Besides the usual symptoms accompanying any viremia being myalgia, bony aches, fatigue, anorexia and fever, it is noticed that SARS-CoV-2 is associated with anosmia in many cases. Anosmia is believed to be secondary to viral invasion of olfactory nerve endings within the cribriform plate that is lined by endothelium cells abundant with ACE-2 [41].

Besides dysfunction of the olfactory nerve, other cranial nerves are occasionally affected following SARS-CoV-2 infection and secondary to long-term treatment with steroids in patients who are usually immunocompromised. Such patients might catch rhino-orbito-cerebral mucormycosis with infiltration of the orbital cavity, or nasal sinuses with affection of oculomotor, abducent, trochlear and optic nerves with or without cavernous sinus thrombosis [42, 43].

Encephalitis is also reported with SARS-CoV-2 that is explained as direct invasion of the virus through the nasal cavity and backflow through the olfactory nerve to the brain. Yet evidence supporting this explanation is weak as analysis of cerebrospinal fluid of patients along plenty of cases failed to detect the viral RNA through reverse transcription polymerase chain reaction (PCR). Yet encephalitis with SARS-CoV-2 is suggested to be a result of direct immune reaction releasing cytokines, chemokines and inflammatory biomarkers within the central nervous system [8, 38].

Peripheral nervous system is also involved in acute cases. Many reports spoke about peripheral neuropathy and autoimmune reactions with autoantibodies against the peripheral nervous system causing Guillain–Barre spectrum syndromes few weeks after a negative PCR [44].

Many of the cases that recovered the acute phase of illness suffer a diverse natured symptom; such cases are termed long Covid. Neurological and psychiatric symptoms are the commonest in long Covid. Such symptoms range between fatigue, lack of concentration, inattention, memory lapses, generalized weakness, sleep disturbance, depressive or anxiety symptoms, post-traumatic stress, chronic headaches, autonomic dysfunctions. Psychiatric manifestations may reach up to delusions [45, 46].

Long Covid symptoms are much like the myalgic encephalomyelitis/chronic fatigue syndrome symptoms [47].

Autopsy of the brain of SARS-CoV-2 victims showed widespread of macrophages and inflammatory infiltrates as well as microglia within the brain and disruption of the blood brain barrier; such findings highlight the possibility of developing neurodegenerative conditions in the future as Parkinson’s and Alzheimer’s diseases [8, 48]

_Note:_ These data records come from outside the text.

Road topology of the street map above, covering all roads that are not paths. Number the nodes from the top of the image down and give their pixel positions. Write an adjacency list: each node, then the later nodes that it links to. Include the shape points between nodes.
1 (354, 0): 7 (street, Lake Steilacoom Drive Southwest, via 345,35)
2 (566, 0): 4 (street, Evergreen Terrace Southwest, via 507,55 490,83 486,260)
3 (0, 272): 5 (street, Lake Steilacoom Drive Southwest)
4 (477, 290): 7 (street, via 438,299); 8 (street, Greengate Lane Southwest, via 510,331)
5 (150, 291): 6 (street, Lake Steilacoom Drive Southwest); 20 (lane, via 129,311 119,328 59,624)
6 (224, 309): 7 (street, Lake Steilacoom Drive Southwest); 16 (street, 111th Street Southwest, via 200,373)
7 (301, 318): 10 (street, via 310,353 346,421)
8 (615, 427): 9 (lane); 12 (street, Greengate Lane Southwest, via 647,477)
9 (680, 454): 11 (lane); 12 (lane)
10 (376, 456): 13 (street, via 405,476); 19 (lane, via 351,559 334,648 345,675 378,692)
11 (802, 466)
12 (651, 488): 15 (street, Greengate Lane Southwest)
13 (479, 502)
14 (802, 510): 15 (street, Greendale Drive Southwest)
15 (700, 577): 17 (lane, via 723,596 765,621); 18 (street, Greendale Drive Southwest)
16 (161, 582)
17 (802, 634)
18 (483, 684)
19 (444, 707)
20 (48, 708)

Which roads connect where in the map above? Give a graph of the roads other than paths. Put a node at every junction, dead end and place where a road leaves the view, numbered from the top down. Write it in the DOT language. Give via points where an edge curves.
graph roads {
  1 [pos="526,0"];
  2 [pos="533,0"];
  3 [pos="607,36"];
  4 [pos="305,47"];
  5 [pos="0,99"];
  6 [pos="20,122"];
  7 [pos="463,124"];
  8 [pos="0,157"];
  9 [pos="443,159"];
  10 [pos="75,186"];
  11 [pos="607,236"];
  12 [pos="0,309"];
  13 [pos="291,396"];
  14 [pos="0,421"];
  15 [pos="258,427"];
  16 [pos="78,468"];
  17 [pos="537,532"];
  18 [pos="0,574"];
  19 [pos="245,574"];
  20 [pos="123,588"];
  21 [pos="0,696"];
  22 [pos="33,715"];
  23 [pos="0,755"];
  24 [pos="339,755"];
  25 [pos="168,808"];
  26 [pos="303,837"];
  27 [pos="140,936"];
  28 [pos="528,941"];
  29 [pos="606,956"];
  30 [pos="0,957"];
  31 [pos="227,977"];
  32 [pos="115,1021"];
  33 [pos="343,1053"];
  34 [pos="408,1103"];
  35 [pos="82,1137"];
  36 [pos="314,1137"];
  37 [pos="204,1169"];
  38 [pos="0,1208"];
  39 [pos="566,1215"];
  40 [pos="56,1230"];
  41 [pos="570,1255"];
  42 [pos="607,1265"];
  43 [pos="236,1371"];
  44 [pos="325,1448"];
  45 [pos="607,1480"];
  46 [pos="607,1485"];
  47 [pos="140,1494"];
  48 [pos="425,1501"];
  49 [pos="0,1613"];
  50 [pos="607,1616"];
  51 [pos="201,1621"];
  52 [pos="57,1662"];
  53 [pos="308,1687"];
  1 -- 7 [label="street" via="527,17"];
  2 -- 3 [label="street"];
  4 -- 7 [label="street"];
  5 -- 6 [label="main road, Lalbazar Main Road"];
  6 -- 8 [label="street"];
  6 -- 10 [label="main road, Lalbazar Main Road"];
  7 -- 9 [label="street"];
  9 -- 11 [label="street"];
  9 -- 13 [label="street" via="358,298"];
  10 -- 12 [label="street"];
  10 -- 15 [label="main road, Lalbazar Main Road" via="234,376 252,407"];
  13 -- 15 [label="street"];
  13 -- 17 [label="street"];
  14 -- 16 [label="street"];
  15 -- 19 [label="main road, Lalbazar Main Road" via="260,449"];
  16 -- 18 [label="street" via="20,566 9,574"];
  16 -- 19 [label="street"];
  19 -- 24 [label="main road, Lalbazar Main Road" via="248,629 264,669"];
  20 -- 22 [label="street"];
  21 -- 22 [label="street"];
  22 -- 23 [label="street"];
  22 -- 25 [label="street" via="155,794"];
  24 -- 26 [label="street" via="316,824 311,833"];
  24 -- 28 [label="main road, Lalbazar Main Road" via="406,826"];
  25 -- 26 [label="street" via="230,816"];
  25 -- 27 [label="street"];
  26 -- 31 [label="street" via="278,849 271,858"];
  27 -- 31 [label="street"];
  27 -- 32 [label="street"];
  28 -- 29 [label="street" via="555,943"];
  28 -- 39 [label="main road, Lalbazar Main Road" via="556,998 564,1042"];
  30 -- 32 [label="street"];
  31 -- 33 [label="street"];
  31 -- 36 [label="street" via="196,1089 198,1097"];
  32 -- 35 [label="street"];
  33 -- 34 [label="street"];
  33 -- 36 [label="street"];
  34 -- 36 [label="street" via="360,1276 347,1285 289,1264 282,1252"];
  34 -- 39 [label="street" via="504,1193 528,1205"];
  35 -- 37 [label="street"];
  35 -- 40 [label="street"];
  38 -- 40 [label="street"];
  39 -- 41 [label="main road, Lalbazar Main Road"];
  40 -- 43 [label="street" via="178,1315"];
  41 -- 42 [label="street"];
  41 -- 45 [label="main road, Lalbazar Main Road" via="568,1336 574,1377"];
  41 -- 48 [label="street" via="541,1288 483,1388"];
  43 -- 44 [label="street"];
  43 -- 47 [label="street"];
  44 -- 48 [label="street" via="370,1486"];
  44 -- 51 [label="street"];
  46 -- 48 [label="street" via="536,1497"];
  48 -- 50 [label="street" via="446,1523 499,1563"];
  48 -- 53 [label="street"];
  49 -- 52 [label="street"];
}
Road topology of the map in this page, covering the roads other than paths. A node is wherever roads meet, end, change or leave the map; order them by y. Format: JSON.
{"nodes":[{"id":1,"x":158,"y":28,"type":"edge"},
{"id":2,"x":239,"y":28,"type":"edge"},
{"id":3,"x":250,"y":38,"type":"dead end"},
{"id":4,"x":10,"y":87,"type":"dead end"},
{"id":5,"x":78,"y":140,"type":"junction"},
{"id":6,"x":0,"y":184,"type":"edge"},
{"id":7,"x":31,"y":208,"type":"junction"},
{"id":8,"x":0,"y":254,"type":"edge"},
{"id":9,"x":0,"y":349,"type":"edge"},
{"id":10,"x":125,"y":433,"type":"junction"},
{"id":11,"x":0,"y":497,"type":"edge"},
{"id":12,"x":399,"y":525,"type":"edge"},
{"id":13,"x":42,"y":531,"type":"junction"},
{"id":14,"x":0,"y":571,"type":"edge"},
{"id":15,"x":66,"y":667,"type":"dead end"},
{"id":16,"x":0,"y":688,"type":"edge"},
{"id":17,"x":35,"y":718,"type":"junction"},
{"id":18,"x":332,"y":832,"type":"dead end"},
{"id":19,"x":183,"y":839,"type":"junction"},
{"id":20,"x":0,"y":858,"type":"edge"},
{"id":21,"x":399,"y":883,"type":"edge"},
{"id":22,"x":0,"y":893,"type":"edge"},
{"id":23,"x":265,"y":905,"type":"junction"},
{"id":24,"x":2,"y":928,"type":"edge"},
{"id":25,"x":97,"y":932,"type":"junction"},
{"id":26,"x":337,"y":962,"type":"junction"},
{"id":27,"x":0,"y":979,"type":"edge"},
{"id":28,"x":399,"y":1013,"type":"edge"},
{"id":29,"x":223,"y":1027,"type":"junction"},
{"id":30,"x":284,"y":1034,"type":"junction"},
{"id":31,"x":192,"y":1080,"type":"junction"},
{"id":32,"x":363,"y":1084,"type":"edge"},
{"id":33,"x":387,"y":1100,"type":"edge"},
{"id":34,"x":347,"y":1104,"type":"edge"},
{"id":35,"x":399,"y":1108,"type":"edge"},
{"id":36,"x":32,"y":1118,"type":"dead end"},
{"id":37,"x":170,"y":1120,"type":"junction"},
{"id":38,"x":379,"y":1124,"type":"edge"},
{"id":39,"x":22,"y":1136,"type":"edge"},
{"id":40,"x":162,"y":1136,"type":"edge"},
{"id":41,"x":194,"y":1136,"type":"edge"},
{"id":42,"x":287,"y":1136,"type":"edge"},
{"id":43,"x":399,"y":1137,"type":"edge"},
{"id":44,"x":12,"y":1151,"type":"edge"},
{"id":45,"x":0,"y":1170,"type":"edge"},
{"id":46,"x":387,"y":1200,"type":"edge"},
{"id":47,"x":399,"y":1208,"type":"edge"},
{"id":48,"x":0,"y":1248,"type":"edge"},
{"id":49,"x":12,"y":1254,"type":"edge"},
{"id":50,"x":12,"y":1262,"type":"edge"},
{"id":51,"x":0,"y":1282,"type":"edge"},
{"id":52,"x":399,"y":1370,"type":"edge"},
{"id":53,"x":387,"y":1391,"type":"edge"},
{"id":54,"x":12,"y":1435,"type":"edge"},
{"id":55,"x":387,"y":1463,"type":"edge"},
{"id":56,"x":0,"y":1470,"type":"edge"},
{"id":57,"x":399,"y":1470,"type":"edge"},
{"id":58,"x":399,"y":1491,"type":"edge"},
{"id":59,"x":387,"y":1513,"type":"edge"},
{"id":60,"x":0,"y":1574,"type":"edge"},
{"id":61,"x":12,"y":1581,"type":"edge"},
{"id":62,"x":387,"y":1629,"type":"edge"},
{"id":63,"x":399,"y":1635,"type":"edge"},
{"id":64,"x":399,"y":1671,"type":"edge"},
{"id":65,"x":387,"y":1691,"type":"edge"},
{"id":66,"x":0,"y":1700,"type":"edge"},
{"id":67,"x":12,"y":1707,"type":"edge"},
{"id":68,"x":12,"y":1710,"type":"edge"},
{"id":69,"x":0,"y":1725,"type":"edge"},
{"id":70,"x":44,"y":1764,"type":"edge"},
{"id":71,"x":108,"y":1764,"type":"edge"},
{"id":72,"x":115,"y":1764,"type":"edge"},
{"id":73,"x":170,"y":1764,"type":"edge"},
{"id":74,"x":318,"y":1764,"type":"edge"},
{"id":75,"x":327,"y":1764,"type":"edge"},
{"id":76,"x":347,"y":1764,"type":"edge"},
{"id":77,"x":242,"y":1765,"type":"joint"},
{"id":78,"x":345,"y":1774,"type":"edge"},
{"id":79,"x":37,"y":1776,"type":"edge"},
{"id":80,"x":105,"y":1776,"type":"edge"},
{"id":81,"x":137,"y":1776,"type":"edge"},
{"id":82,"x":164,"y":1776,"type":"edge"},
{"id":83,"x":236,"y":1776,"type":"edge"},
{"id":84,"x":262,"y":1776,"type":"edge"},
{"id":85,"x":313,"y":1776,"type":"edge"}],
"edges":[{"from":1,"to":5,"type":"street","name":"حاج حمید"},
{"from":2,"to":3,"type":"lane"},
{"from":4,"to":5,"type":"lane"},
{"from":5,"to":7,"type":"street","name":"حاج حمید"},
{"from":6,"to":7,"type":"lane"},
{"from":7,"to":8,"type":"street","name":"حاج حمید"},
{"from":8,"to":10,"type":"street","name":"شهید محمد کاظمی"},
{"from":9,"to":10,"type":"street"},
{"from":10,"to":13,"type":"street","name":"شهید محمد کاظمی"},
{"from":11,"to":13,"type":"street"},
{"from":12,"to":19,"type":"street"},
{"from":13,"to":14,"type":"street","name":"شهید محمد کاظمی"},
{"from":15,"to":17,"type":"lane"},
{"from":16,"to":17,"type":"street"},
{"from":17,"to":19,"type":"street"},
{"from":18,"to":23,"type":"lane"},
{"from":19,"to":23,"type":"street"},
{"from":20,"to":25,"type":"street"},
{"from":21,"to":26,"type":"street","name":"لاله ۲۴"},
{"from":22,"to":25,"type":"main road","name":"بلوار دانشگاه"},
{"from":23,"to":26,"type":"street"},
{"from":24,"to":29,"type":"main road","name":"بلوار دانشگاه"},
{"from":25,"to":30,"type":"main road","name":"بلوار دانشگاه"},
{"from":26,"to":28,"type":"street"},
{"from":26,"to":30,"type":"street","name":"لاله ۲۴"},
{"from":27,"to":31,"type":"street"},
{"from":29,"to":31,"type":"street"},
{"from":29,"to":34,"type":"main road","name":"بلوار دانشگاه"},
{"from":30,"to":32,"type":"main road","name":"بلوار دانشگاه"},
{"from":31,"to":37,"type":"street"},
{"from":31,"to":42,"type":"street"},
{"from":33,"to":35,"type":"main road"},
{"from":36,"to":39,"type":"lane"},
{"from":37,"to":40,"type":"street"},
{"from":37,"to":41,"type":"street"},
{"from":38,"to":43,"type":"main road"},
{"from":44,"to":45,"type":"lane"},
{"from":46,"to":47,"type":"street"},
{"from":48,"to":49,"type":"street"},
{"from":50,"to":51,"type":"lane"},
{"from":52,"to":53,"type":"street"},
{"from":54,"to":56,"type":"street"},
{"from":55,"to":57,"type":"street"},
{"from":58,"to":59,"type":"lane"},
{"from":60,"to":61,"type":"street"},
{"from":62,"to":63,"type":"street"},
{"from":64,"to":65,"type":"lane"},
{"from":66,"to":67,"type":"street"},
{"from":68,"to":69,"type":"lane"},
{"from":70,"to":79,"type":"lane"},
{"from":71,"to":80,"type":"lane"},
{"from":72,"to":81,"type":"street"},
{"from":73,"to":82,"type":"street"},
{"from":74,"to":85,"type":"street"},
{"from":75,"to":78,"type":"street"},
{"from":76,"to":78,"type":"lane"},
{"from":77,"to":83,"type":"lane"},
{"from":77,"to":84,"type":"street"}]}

As for young children who catch SARS-CoV-2, the usual symptoms are mild and do not extend beyond the general viremia signs. Yet, few develop the rare multisystem-inflammatory syndrome in children (MIS-C) which is associated with excessive endothelial activation and this might be accompanied by neurological manifestations that range between mild symptoms as headache and anosmia, and can extend up to meningitis, seizures, encephalopathy, cerebellar ataxia, proximal myopathy and bulbar palsy. Such neurological manifestations are secondary to immune system overactivation with autoimmune reactions [49].

Unlike SARS-CoV-2, MPX virus has few reported neuropsychiatric manifestations, yet such statement might be misleading in the context that MPX cases are still in the range of thousands if compared to millions studied cases in SARS-CoV-2.

Reported neuropsychiatric manifestations of the endemic MPX are headache, myalgia, photophobia, pain and fatigue, seizures, encephalitis, anxiety, and depression that can mount up to suicide [50,51,52].

Fatigue, myalgia, and headache can be attributed to the viremia that is common with any viral infection [53]. As for psychiatric manifestations that ranges from anxiety up to major depression with suicidality it could be explained on basis of fear of stigma as most historical patients were hospitalized in quarantine hospitals [54].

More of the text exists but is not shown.